Urophonius tumbensis is the only arboreal (corticolous) species of the family Bothriuridae , and the only arboreal scorpion species recorded from the temperate forests of southern Chile ( Pizarro-Araya et al., 2011). Most specimens were collected from 2 to 6 m above ground in “Peumo” trees, Cryptocara alba (Molina) Looser (fig. 21), where they were observed walking on the main trunk and, in some cases, feeding on spiders.

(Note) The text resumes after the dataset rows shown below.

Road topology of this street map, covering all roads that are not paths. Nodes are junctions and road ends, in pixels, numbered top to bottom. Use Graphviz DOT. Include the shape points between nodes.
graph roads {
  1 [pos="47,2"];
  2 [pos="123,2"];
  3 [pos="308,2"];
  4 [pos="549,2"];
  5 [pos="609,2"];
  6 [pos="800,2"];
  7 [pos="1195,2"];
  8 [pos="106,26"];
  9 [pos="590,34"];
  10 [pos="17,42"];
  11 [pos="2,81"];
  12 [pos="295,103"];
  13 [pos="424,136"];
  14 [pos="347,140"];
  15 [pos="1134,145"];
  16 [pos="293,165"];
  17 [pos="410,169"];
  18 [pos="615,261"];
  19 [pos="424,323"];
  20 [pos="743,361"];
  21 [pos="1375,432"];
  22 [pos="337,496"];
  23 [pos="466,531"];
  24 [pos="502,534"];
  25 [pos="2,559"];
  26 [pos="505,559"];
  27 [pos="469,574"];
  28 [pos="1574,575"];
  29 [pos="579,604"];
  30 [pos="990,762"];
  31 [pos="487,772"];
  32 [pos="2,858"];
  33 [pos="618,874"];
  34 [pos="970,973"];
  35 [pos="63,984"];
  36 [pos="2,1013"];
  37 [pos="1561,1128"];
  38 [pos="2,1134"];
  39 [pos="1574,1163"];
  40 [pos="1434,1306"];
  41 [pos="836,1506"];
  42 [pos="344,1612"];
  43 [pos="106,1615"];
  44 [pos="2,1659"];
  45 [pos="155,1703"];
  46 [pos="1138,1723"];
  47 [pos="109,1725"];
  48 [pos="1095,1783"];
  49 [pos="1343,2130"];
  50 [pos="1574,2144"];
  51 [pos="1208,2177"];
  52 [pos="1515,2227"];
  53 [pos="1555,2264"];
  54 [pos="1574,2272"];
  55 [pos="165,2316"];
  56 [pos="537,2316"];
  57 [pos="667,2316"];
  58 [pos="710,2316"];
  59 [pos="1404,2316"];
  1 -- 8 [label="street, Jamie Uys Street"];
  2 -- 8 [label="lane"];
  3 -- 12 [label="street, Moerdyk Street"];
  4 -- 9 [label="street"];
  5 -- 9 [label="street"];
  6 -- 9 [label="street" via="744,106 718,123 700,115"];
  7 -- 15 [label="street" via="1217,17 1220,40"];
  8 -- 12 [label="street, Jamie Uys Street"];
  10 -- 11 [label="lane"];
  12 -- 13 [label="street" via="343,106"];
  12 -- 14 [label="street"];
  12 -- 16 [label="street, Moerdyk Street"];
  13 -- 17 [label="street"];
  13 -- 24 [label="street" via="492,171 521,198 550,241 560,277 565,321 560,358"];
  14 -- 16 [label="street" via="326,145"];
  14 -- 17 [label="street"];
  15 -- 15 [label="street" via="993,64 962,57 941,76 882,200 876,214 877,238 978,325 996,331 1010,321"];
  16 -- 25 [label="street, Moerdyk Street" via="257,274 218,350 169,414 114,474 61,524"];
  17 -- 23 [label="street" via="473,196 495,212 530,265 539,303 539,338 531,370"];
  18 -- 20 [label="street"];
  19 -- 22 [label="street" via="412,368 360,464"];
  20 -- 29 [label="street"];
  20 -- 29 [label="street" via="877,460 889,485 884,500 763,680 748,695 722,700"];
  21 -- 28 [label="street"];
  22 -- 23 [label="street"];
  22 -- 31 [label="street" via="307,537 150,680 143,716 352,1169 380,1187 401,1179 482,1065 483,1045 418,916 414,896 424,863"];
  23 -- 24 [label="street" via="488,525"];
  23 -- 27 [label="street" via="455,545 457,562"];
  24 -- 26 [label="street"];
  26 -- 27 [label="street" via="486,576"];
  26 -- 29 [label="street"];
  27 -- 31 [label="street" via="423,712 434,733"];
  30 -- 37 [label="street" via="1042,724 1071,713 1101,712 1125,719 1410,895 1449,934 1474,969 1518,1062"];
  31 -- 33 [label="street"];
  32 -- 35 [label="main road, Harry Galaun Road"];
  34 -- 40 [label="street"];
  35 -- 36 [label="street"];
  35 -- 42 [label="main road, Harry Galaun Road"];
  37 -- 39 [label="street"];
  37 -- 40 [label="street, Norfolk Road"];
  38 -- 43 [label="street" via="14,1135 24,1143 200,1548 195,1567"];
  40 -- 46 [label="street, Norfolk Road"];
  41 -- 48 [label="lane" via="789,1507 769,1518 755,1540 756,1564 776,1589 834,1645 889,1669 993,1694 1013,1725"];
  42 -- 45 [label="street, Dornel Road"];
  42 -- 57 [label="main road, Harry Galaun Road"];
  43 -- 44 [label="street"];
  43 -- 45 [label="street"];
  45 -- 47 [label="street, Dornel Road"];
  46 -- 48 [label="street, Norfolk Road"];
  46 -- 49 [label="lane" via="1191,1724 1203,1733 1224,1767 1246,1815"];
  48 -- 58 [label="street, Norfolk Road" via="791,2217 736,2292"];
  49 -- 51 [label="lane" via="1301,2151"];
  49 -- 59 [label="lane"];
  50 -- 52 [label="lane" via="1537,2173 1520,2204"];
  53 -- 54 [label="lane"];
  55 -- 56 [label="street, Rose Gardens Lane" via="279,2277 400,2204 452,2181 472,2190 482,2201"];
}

Few specimens were collected on the ground surface.

The telotarsal ungues and pseudonychium of U. tumbensis are more strongly curved, with a more acute tip, than those of other ground-dwelling species of Urophonius (figs. 19, 24, 25). This character, observed in arboreal (corticolous) scorpion species of several other families ( Prendini, 2001), may be associated with the arboreal habitat of U. tumbensis . Other bothriurid species, e.g., U. tregualemuensis , have been observed foraging on shrubs, bamboo, and other plants at night ( Ojanguren-Affilastro et al., 2010), and may occasionally use the base of trees as a daytime shelter ( Maury, 1973). However, no other bothriurid species was previously observed to be active on trees at such heights.